While examining Yale's admission of former Taliban official Sayed Rahmatullah Hashemi, I can't help but think of Tom Wolfe's sixties classic "Radical Chic & Mau-Mauing the Flak Catchers" about the courting of fringe activists by New York's social elite.
But the Yale controversy goes much deeper than a dinner party at a famous conductor's Park Avenue duplex. Dubya's alma mater is essentially spitting in the face of the scores of Afghans who were routinely tortured by the fundamentalist Islamic government. Yale apologists say they're trying to bridge a cultural gap, but why not invite, say, an Afghan woman to attend classes there?
While no longer in power, the Taliban remains an organized source of terror. In the current Vanity Fair, author Sebastian Junger detailed some of the atrocities still being committed by these Islamo-fascists:
They include skinning a man alive and leaving him to die in the sun. Another man was forced to watch as his wife was gang-raped. Then his eyes were put out, so that the horrific crime would be the last image he would ever see.

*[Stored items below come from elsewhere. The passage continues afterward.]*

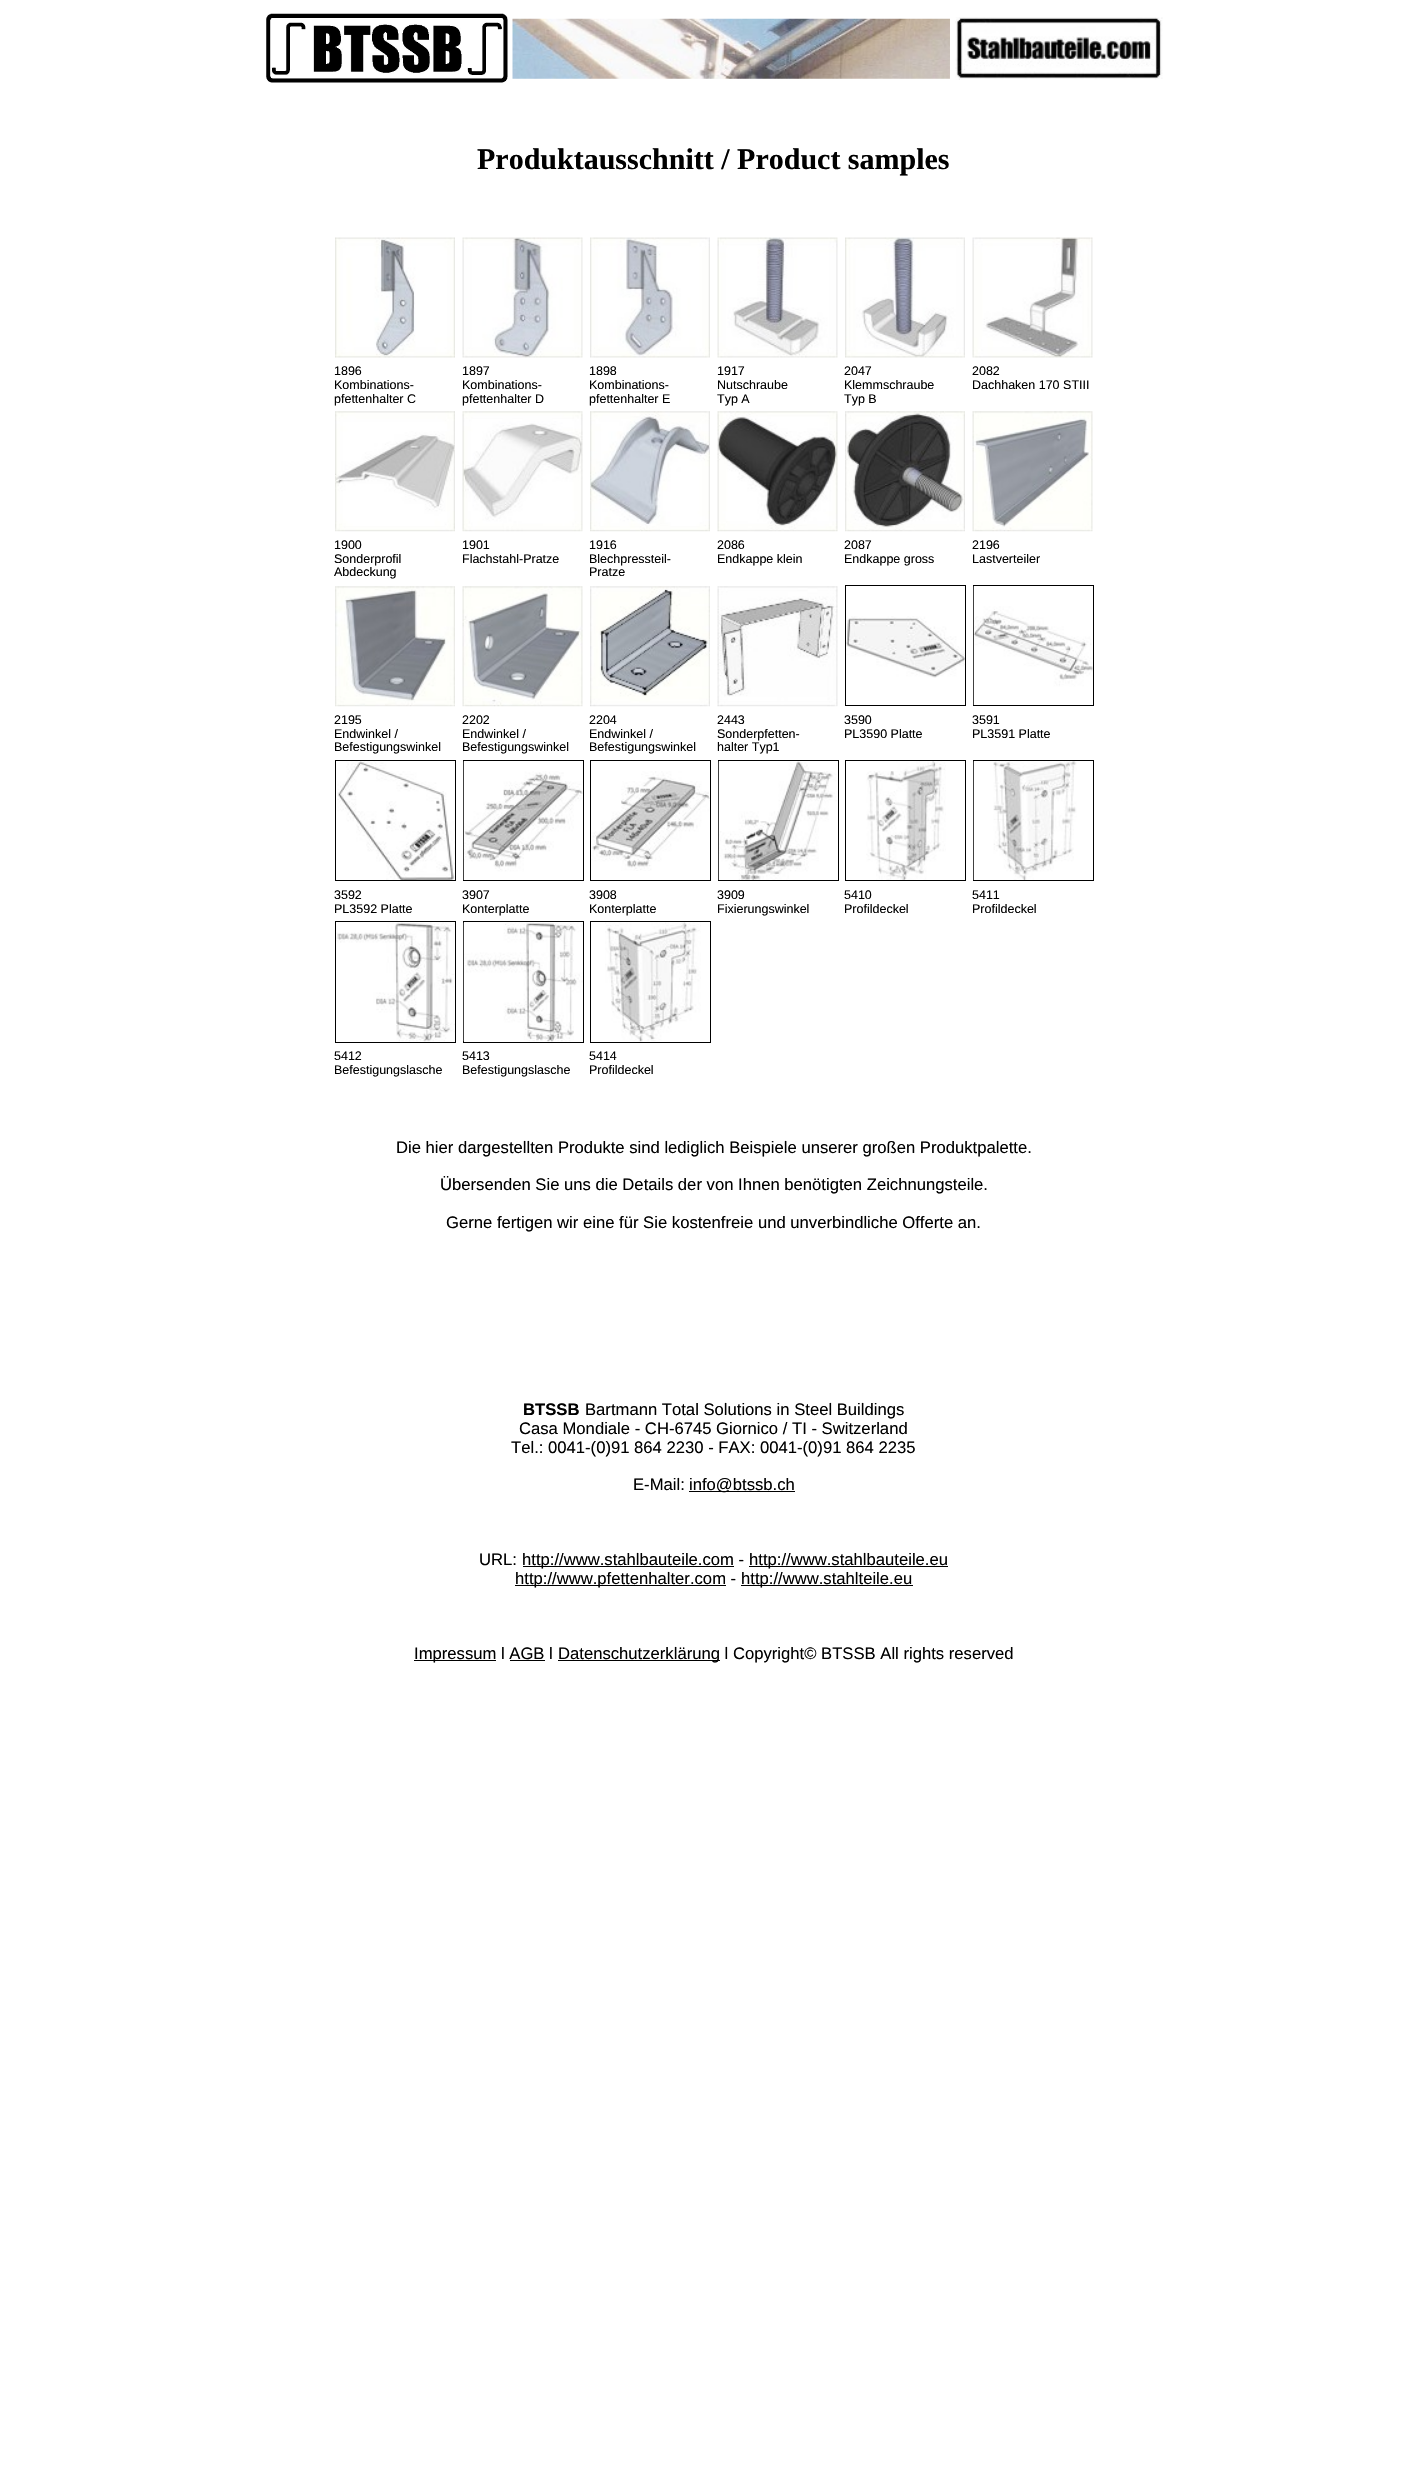 void draw(SkCanvas* c) {
SkPaint p;
p.setAntiAlias(true);
auto F=[&](const char* family, int weight, float size, bool italic = false){SkFontStyle style(weight, SkFontStyle::kNormal_Width,italic ? SkFontStyle::kItalic_Slant : SkFontStyle::kUpright_Slant);SkFont result(fontMgr->matchFamilyStyle(family, style), size);result.setSubpixel(true);return result;};
auto T=[&](const char* s, float x, float y, const SkFont& font){c->drawString(s, x, y, font, p);};
auto R=[&](float x, float y, float w, float h){c->drawRect(SkRect::MakeXYWH(x, y, w, h), p);};
auto I=[&](const char* path, float x, float y, float w, float h){auto image = SkImages::DeferredFromEncodedData(SkData::MakeFromFileName(path));c->drawImageRect(image, SkRect::MakeXYWH(x, y, w, h), SkSamplingOptions());};
c->clear(0xffffffff);
I("1.png",266,13,242,70);
I("2.png",512,18,438,61);
I("3.png",955,17,208,63);
auto f1 = F("Liberation Serif",700,30);
p.setColor(0xff000000);
T("Produktausschnitt / Product samples",477,169,f1);
I("4.png",335,237,120,121);
I("5.png",462,237,121,121);
I("6.png",590,237,120,121);
I("7.png",717,237,121,121);
I("8.png",845,237,120,121);
I("9.png",972,237,121,121);
auto f2 = F("Liberation Sans",400,12.5);
T("1896",334,375,f2);
T("Kombinations-",334,389,f2);
T("pfettenhalter C",334,403,f2);
T("1897",462,375,f2);
T("Kombinations-",462,389,f2);
T("pfettenhalter D",462,403,f2);
T("1898",589,375,f2);
T("Kombinations-",589,389,f2);
T("pfettenhalter E",589,403,f2);
T("1917",717,375,f2);
T("Nutschraube",717,389,f2);
T("Typ A",717,403,f2);
T("2047",844,375,f2);
T("Klemmschraube",844,389,f2);
T("Typ B",844,403,f2);
T("2082",972,375,f2);
T("Dachhaken 170 STIII",972,389,f2);
I("10.png",335,411,120,121);
I("11.png",462,411,121,121);
I("12.png",590,411,120,121);
I("13.png",717,411,121,121);
I("14.png",845,411,120,121);
I("15.png",972,411,121,121);
T("1900",334,549,f2);
T("Sonderprofil",334,563,f2);
T("Abdeckung",334,576,f2);
T("1901",462,549,f2);
T("Flachstahl-Pratze",462,563,f2);
T("1916",589,549,f2);
T("Blechpressteil-",589,563,f2);
T("Pratze",589,576,f2);
T("2086",717,549,f2);
T("Endkappe klein",717,563,f2);
T("2087",844,549,f2);
T("Endkappe gross",844,563,f2);
T("2196",972,549,f2);
T("Lastverteiler",972,563,f2);
I("16.png",335,586,120,121);
I("17.png",462,586,121,121);
I("18.png",590,586,120,121);
I("19.png",717,586,121,121);
p.setStroke(true);
p.setStrokeWidth(1);
c->drawRect(SkRect::MakeXYWH(845.5,585.5,120,120),p);
I("20.png",846,616,119,62);
c->drawRect(SkRect::MakeXYWH(973.5,585.5,120,120),p);
I("21.png",973,586,120,119);
p.setStroke(false);
T("2195",334,724,f2);
T("Endwinkel /",334,738,f2);
T("Befestigungswinkel",334,751,f2);
T("2202",462,724,f2);
T("Endwinkel /",462,738,f2);
T("Befestigungswinkel",462,751,f2);
T("2204",589,724,f2);
T("Endwinkel /",589,738,f2);
T("Befestigungswinkel",589,751,f2);
T("2443",717,724,f2);
T("Sonderpfetten-",717,738,f2);
T("halter Typ1",717,751,f2);
T("3590",844,724,f2);
T("PL3590 Platte",844,738,f2);
T("3591",972,724,f2);
T("PL3591 Platte",972,738,f2);
p.setStroke(true);
c->drawRect(SkRect::MakeXYWH(335.5,760.5,120,120),p);
I("22.png",337,761,118,119);
c->drawRect(SkRect::MakeXYWH(463.5,760.5,120,120),p);
I("23.png",463,761,120,119);
c->drawRect(SkRect::MakeXYWH(590.5,760.5,120,120),p);
I("24.png",591,771,119,100);
c->drawRect(SkRect::MakeXYWH(718.5,760.5,120,120),p);
I("25.png",718,761,119,119);
c->drawRect(SkRect::MakeXYWH(845.5,760.5,120,120),p);
I("26.png",866,761,80,119);
c->drawRect(SkRect::MakeXYWH(973.5,760.5,120,120),p);
I("27.png",973,761,104,119);
p.setStroke(false);
T("3592",334,899,f2);
T("PL3592 Platte",334,913,f2);
T("3907",462,899,f2);
T("Konterplatte",462,913,f2);
T("3908",589,899,f2);
T("Konterplatte",589,913,f2);
T("3909",717,899,f2);
T("Fixierungswinkel",717,913,f2);
T("5410",844,899,f2);
T("Profildeckel",844,913,f2);
T("5411",972,899,f2);
T("Profildeckel",972,913,f2);
p.setStroke(true);
c->drawRect(SkRect::MakeXYWH(335.5,921.5,120,121),p);
I("28.png",336,922,119,120);
c->drawRect(SkRect::MakeXYWH(463.5,921.5,120,121),p);
I("29.png",463,922,120,120);
c->drawRect(SkRect::MakeXYWH(590.5,921.5,120,121),p);
I("30.png",605,922,96,120);
p.setStroke(false);
T("5412",334,1060,f2);
T("Befestigungslasche",334,1074,f2);
T("5413",462,1060,f2);
T("Befestigungslasche",462,1074,f2);
T("5414",589,1060,f2);
T("Profildeckel",589,1074,f2);
auto f3 = F("Liberation Sans",400,16.65);
T("Die hier dargestellten Produkte sind lediglich Beispiele unserer großen Produktpalette.",396,1153,f3);
T("Übersenden Sie uns die Details der von Ihnen benötigten Zeichnungsteile.",440,1190,f3);
T("Gerne fertigen wir eine für Sie kostenfreie und unverbindliche Offerte an.",446,1228,f3);
auto f4 = F("Liberation Sans",700,16.65);
T("BTSSB",523,1415,f4);
T("Bartmann Total Solutions in Steel Buildings",585,1415,f3);
T("Casa Mondiale - CH-6745 Giornico / TI - Switzerland",519,1434,f3);
T("Tel.: 0041-(0)91 864 2230 - FAX: 0041-(0)91 864 2235",511,1453,f3);
T("E-Mail:",633,1490,f3);
R(689,1491,106,1);
T("info@btssb.ch",689,1490,f3);
T("URL:",479,1565,f3);
R(523,1566,211,1);
T("http://www.stahlbauteile.com -",522,1565,f3);
R(749,1566,199,1);
T("http://www.stahlbauteile.eu",749,1565,f3);
R(515,1585,211,1);
T("http://www.pfettenhalter.com -",515,1584,f3);
R(741,1585,172,1);
T("http://www.stahlteile.eu",741,1584,f3);
R(414,1660,82,1);
T("Impressum l AGB l",414,1659,f3);
R(558,1660,162,1);
T("Datenschutzerklärung l Copyright© BTSSB All rights reserved",558,1659,f3);
R(510,1660,35,1);
}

Perhaps Rahmatullah's many defenders should attend Thursday's lecture by Malalai Joya, a 27-year-old member of Afghanistan's parliament, who is coming to the Yale campus to discuss women's rights in her home country.
"He should apologize to my people and expose what he and others did under the Taliban," Joya told conservative columnist John Fund. "He knew very well what criminal acts they committed; he was not too young to know. He should give interviews so we know what he thinks now. It would be better if he faced a court of justice than be a student at Yale University."